_EXERCISE OBJECTIVE_
Lines holding the string "Sokak" are the ones to copy from this listing.

** Opening SOURCE MATERIAL block **

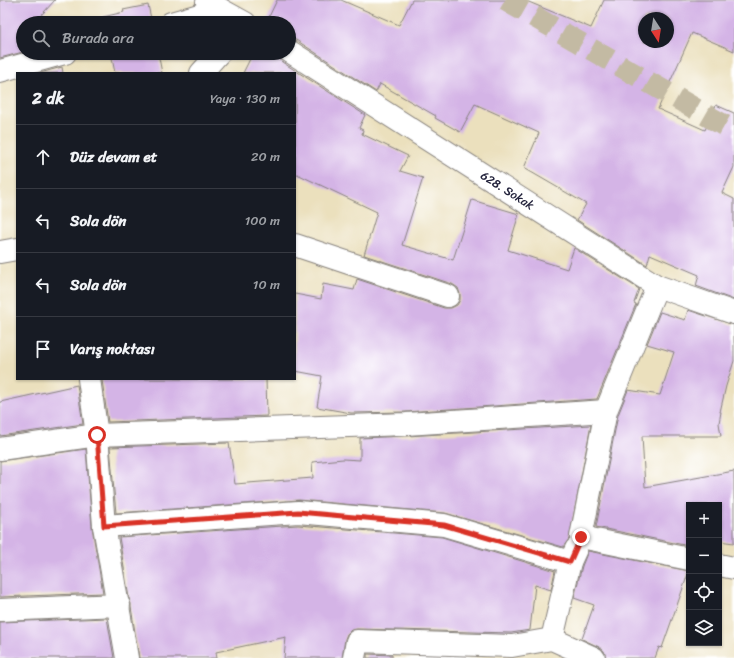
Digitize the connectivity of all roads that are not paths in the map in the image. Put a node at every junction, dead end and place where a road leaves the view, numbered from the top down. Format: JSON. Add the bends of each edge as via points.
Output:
{"nodes":[{"id":1,"x":212,"y":5,"type":"edge"},
{"id":2,"x":187,"y":16,"type":"edge"},
{"id":3,"x":232,"y":16,"type":"edge"},
{"id":4,"x":296,"y":55,"type":"edge"},
{"id":5,"x":40,"y":60,"type":"edge"},
{"id":6,"x":213,"y":60,"type":"edge"},
{"id":7,"x":0,"y":71,"type":"edge"},
{"id":8,"x":202,"y":72,"type":"edge"},
{"id":9,"x":296,"y":246,"type":"edge"},
{"id":10,"x":16,"y":249,"type":"edge"},
{"id":11,"x":0,"y":252,"type":"edge"},
{"id":12,"x":657,"y":286,"type":"junction"},
{"id":13,"x":448,"y":296,"type":"dead end"},
{"id":14,"x":734,"y":313,"type":"edge"},
{"id":15,"x":89,"y":380,"type":"edge"},
{"id":16,"x":606,"y":410,"type":"junction"},
{"id":17,"x":97,"y":435,"type":"junction"},
{"id":18,"x":0,"y":449,"type":"edge"},
{"id":19,"x":104,"y":526,"type":"junction"},
{"id":20,"x":581,"y":537,"type":"junction"},
{"id":21,"x":686,"y":558,"type":"edge"},
{"id":22,"x":570,"y":562,"type":"junction"},
{"id":23,"x":722,"y":566,"type":"edge"},
{"id":24,"x":734,"y":568,"type":"edge"},
{"id":25,"x":119,"y":605,"type":"junction"},
{"id":26,"x":0,"y":610,"type":"edge"},
{"id":27,"x":552,"y":639,"type":"junction"},
{"id":28,"x":127,"y":658,"type":"edge"},
{"id":29,"x":354,"y":658,"type":"edge"},
{"id":30,"x":594,"y":658,"type":"edge"}],
"edges":[{"from":1,"to":2,"type":"street"},
{"from":1,"to":3,"type":"street"},
{"from":4,"to":12,"type":"street","name":"628. Sokak"},
{"from":5,"to":7,"type":"street"},
{"from":6,"to":8,"type":"street"},
{"from":9,"to":13,"type":"street"},
{"from":10,"to":11,"type":"street"},
{"from":12,"to":14,"type":"street","name":"628. Sokak"},
{"from":12,"to":16,"type":"street"},
{"from":15,"to":17,"type":"street"},
{"from":16,"to":17,"type":"street","via":[[406,424]]},
{"from":16,"to":20,"type":"street"},
{"from":17,"to":18,"type":"street"},
{"from":17,"to":19,"type":"street"},
{"from":19,"to":22,"type":"street","via":[[298,512],[444,525]]},
{"from":19,"to":25,"type":"street"},
{"from":20,"to":21,"type":"street"},
{"from":20,"to":22,"type":"street"},
{"from":22,"to":27,"type":"street"},
{"from":23,"to":24,"type":"street"},
{"from":25,"to":26,"type":"street"},
{"from":25,"to":28,"type":"street"},
{"from":27,"to":29,"type":"street","via":[[512,646],[357,641]]},
{"from":27,"to":30,"type":"street"}]}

** Closing SOURCE MATERIAL block **

_ANSWER TO THIS TASK_
{"from":4,"to":12,"type":"street","name":"628. Sokak"},
{"from":12,"to":14,"type":"street","name":"628. Sokak"},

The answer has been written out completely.